The U.S. and Mexico achieved progress in bilateral trade talks over the past several weeks but issues remain on rules for auto production, Reuters reported Thursday. One agricultural issue that appears to have gone away in the North American Free Trade Agreement renegotiations is the U.S. demand for certain restrictions on seasonal exports from Mexico.
"The idea is to do our best to finish this agreement as soon as possible," Mexico's Economy Minister Ildefonso Guajardo told reporters as he prepared for talks Thursday with U.S. Trade Representative Robert Lighthizer in Washington. Any "handshake" deal to overhaul NAFTA must involve Canada, Guajardo told reporters Wednesday.

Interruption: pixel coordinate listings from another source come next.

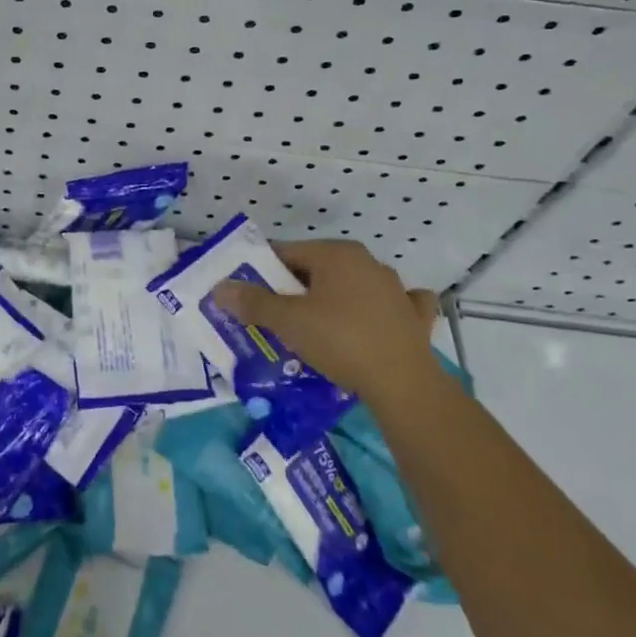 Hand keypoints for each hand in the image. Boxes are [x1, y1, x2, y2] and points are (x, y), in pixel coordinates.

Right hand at [212, 240, 440, 400]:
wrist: (403, 384)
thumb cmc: (340, 341)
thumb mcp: (289, 322)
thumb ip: (254, 302)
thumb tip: (221, 288)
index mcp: (336, 254)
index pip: (287, 252)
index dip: (263, 271)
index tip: (249, 294)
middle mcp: (367, 262)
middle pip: (317, 269)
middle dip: (294, 289)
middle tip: (274, 316)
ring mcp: (395, 288)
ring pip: (352, 286)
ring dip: (333, 300)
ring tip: (314, 327)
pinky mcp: (414, 317)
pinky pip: (391, 306)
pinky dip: (379, 311)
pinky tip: (374, 322) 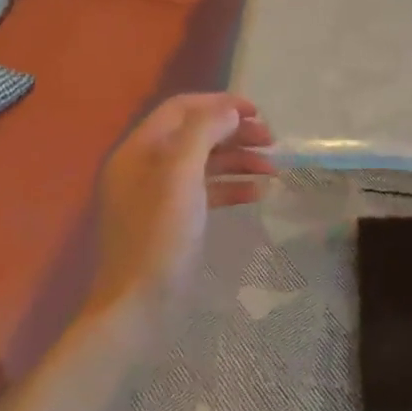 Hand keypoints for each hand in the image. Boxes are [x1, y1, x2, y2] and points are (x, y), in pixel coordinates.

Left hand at [89, 94, 274, 325]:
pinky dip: (232, 187)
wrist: (138, 306)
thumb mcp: (179, 177)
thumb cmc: (158, 237)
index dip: (220, 104)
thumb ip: (203, 134)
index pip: (182, 109)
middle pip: (196, 134)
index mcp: (140, 149)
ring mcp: (159, 195)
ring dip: (239, 160)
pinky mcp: (173, 220)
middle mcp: (146, 166)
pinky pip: (206, 191)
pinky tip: (258, 193)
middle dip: (235, 133)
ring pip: (205, 163)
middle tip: (272, 142)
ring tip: (273, 169)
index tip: (258, 113)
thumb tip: (229, 110) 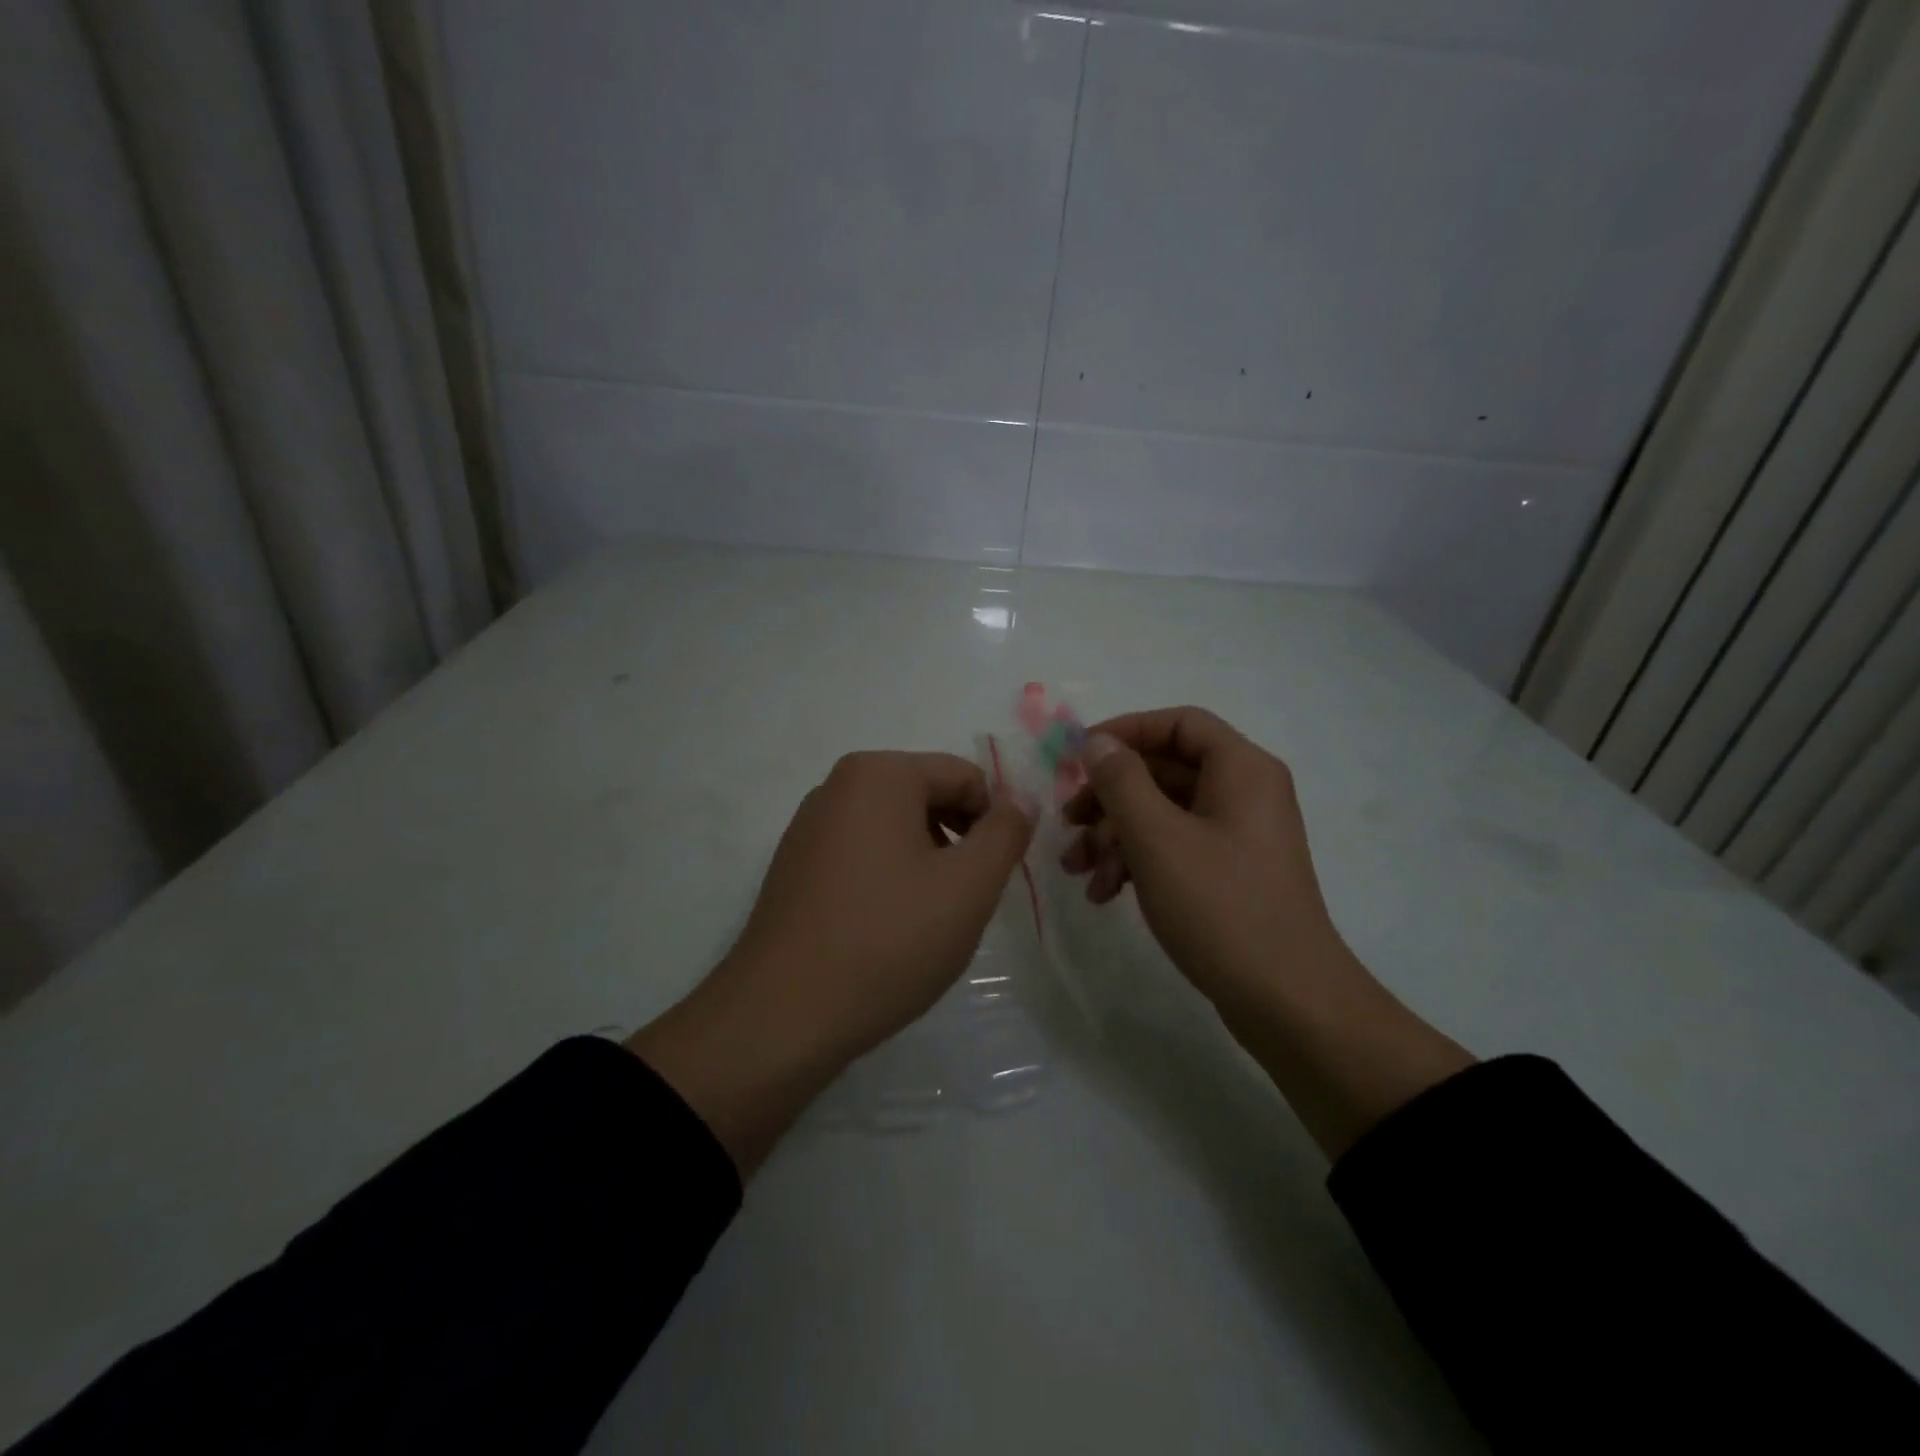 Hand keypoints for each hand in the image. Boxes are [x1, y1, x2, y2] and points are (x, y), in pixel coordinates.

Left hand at [630, 752, 1033, 1173]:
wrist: (782, 1016)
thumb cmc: (888, 941)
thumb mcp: (968, 886)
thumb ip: (1006, 834)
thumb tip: (1019, 802)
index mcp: (878, 774)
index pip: (965, 777)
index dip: (994, 822)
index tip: (997, 875)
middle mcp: (837, 786)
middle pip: (927, 797)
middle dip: (958, 841)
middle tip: (966, 901)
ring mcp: (809, 827)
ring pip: (895, 829)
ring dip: (927, 862)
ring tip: (928, 921)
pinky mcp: (794, 867)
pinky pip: (861, 854)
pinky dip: (889, 879)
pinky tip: (887, 930)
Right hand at [1060, 706, 1347, 1020]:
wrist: (1286, 1001)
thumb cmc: (1220, 907)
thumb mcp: (1157, 838)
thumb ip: (1121, 781)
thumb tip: (1097, 743)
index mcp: (1241, 769)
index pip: (1178, 723)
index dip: (1124, 731)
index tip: (1077, 758)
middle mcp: (1244, 793)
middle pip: (1164, 771)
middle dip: (1109, 797)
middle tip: (1068, 822)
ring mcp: (1237, 836)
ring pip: (1163, 814)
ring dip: (1114, 836)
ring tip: (1077, 870)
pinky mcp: (1229, 873)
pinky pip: (1175, 848)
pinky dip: (1137, 862)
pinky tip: (1104, 893) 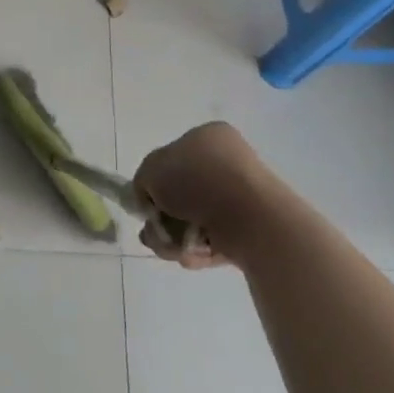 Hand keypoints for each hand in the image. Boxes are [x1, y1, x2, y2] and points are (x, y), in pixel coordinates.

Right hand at [132, 122, 291, 268]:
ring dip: (176, 238)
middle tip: (154, 233)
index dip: (155, 183)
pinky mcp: (251, 228)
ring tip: (173, 249)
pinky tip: (193, 256)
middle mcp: (227, 162)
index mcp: (208, 137)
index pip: (172, 158)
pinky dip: (199, 250)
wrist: (251, 217)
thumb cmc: (198, 181)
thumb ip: (143, 180)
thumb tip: (150, 198)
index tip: (148, 203)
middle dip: (163, 218)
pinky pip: (215, 240)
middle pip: (181, 194)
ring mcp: (241, 196)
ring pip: (195, 220)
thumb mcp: (152, 169) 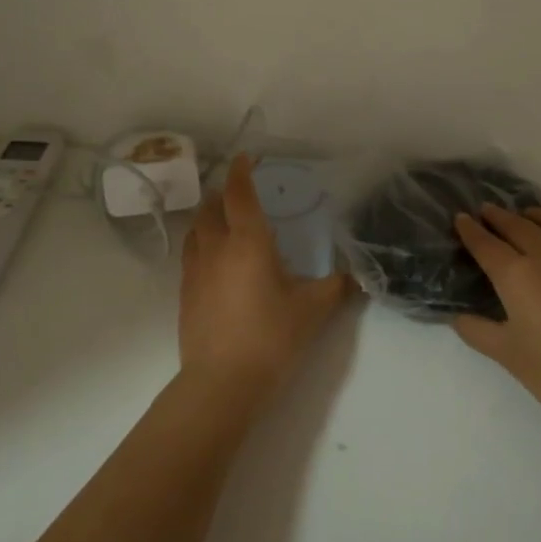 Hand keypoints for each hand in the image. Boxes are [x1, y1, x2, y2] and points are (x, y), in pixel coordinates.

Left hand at [179, 154, 353, 400]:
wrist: (222, 383)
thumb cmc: (271, 337)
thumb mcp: (313, 310)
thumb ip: (335, 287)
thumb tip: (355, 276)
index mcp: (248, 242)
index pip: (240, 195)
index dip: (242, 172)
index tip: (246, 158)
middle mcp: (216, 249)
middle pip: (211, 208)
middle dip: (224, 194)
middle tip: (241, 194)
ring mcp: (195, 272)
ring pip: (196, 231)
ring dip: (209, 219)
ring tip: (226, 224)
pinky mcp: (185, 295)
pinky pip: (191, 256)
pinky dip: (203, 246)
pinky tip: (218, 264)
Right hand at [453, 205, 540, 441]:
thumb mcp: (509, 356)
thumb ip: (478, 331)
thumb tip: (459, 317)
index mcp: (519, 276)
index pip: (488, 245)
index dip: (471, 230)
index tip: (461, 218)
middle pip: (521, 227)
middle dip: (500, 217)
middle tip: (488, 211)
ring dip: (538, 216)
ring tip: (529, 216) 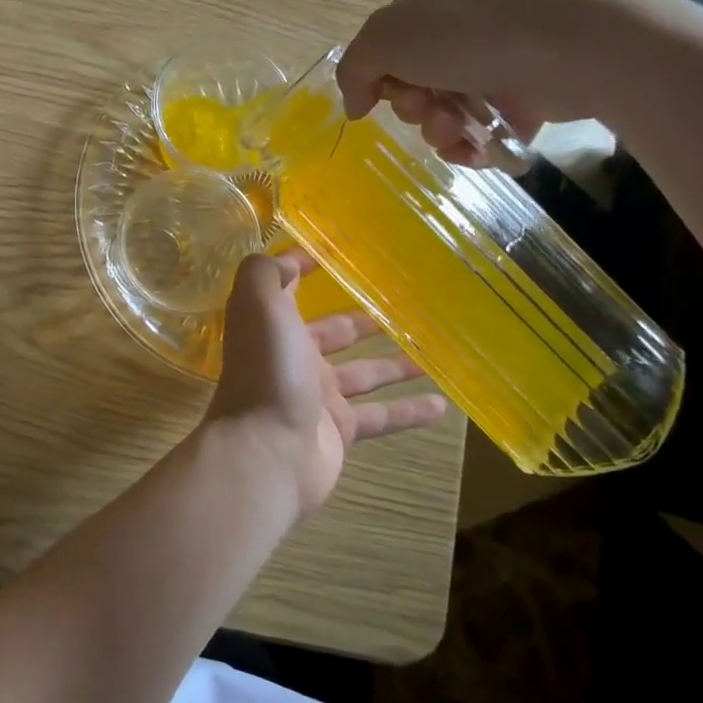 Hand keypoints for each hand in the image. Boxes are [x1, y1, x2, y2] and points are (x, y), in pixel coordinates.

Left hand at [204, 249, 447, 515]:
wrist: (266, 452)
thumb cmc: (266, 370)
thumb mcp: (258, 305)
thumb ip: (266, 274)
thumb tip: (288, 260)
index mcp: (272, 324)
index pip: (286, 286)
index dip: (303, 265)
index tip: (336, 250)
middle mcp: (293, 356)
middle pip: (333, 332)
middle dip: (361, 319)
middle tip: (403, 306)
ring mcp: (317, 395)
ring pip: (364, 373)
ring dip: (394, 363)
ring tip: (433, 349)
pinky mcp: (340, 429)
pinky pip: (382, 416)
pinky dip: (409, 410)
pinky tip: (444, 404)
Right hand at [335, 0, 661, 164]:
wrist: (573, 45)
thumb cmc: (469, 35)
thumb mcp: (385, 40)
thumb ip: (354, 71)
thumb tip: (355, 105)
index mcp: (421, 3)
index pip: (381, 50)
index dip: (378, 80)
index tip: (387, 96)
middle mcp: (456, 26)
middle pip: (411, 84)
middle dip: (413, 108)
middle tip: (428, 110)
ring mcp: (494, 58)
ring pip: (445, 110)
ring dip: (440, 130)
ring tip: (460, 132)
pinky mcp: (526, 92)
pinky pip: (483, 129)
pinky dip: (473, 145)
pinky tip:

Reports suggest Canada could re-enter NAFTA talks within days, but thorny issues such as Canadian dairy policies remain outstanding. The administration claims Canada's protectionist policies have essentially shut out U.S. dairy producers in so-called unfiltered milk, which is used to make cheese, yogurt and ice cream. In April 2017, President Donald Trump called the Canadian action "a disgrace."
Mexico ranks as the third largest agricultural export market for the United States. Mexico and Canada together represent nearly one-third of total U.S. agricultural exports, or about $40 billion last year, according to the U.S. Department of Agriculture.
Indeed, Mexico is the largest volume market for U.S. pork products and second in dollar value to Japan as well as a major destination for American dairy products, especially cheeses.
In 2017, Mexico bought more than $1.3 billion worth of dairy products from the U.S. as well as around $1.5 billion in pork products, according to the USDA. Corn exports to Mexico totaled around $2.6 billion last year, and beef shipments reached nearly $1 billion.
"When the ink's on the paper, that's when I'll be ready to celebrate," said Brian Duncan, an Illinois hog farmer who is vice president of the Illinois Farm Bureau. "We're happy to see this as an intermediate step, if there's a 'handshake' deal, but there's still issues that might need to be worked through."